Trying to recover unallocated space in a drive with 3 primary and 1 extended partitions

flashbacck

Golden Member
Aug 3, 2001
1,921
0
76
I just upgraded the 120gb HD on my Dell laptop to a 320gb seagate drive. To do the upgrade I cloned the drive (using the dd command in linux - this was my friend's suggestion to get an exact clone). This copied the partition table, of course, and I thought it would be easy to extend the existing partition to the full HD size.

Not so!

Dell has kindly put a ton of crap onto the drive into separate partitions.
see here: http://pics.bbzzdd.com/users/flashbacck/partition.JPG

As you can see from the pic there already exists 3 primary and an extended partition so I am unable to create a new partition from the unallocated chunk at the end. The two partitions following "Main" are "MediaDirect" (Dell's quick bootup media player) and Dell System Restore.

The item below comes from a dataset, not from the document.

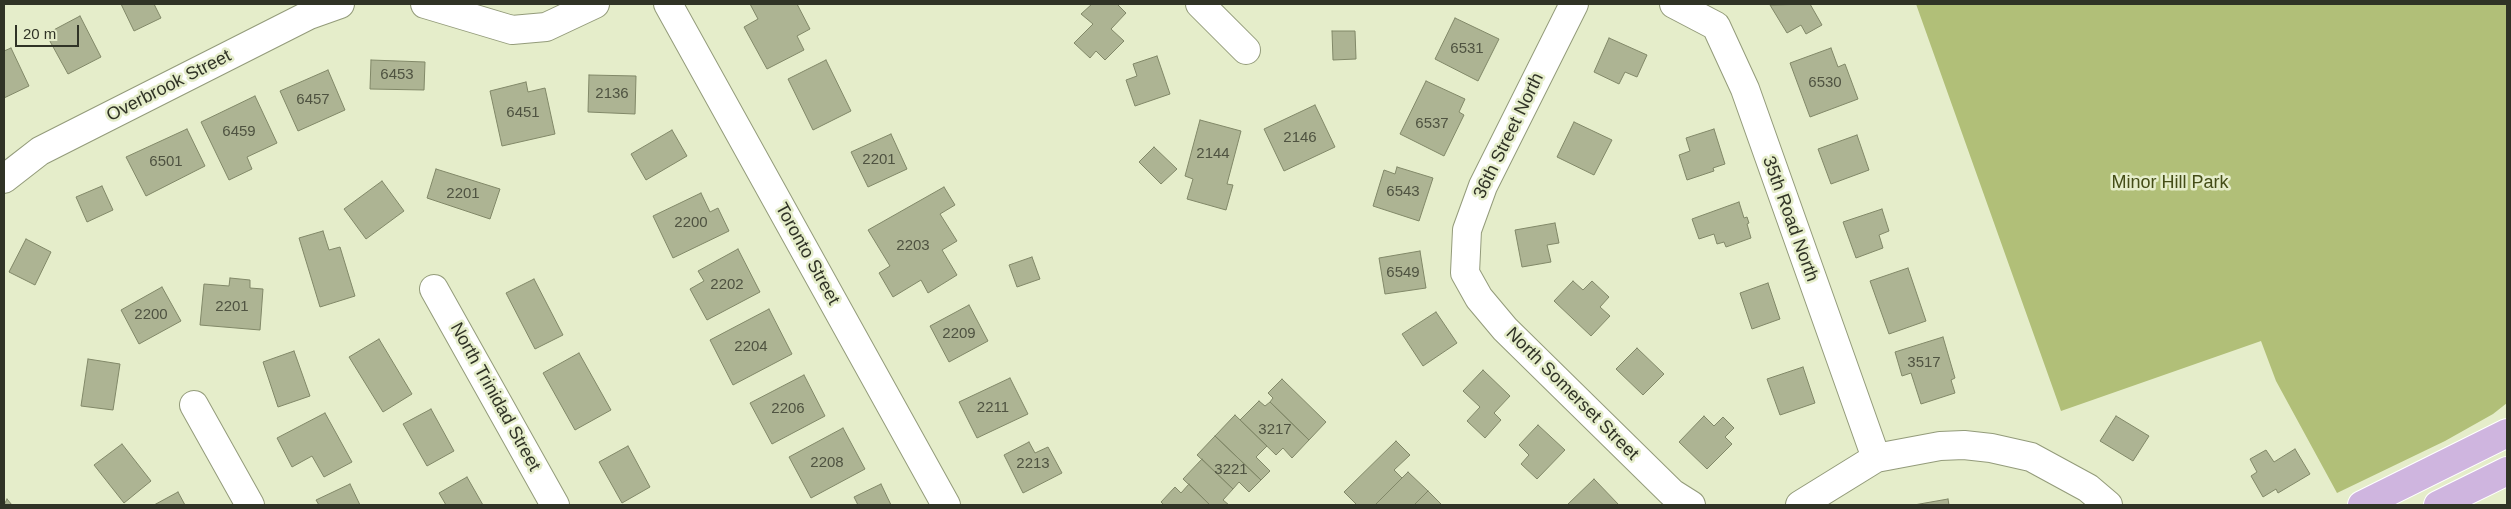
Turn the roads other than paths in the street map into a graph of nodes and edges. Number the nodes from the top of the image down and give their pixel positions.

Does anyone have suggestions on how I can get to my unallocated space? I was thinking I could copy the Dell System Restore somewhere else, then extend the extended partition. Then create two new partitions within that, a small one for the Dell Sys. Res. and another with the remaining space...

Or, is it possible to move the Dell Sys Res. partition to the end of my drive? That way the unallocated space could be extended into by the extended partition.
 

Blain

Lifer
Oct 9, 1999
23,643
3
81
Are you running a 32-bit OS?

If so, use EaseUS Home version to manage your partitions.
It works like Partition Magic.
I've used it a few times to resize even my C: drive. No problems at all. ;)
 

flashbacck

Golden Member
Aug 3, 2001
1,921
0
76
Originally posted by: Blain
Are you running a 32-bit OS?

If so, use EaseUS Home version to manage your partitions.
It works like Partition Magic.
I've used it a few times to resize even my C: drive. No problems at all. ;)

Yay! It was ridiculously easy how well EaseUS was to use. I literally just had to drag the two Dell partitions to the end of the drive, and extended the extended partition to include the unallocated chunk. Thanks!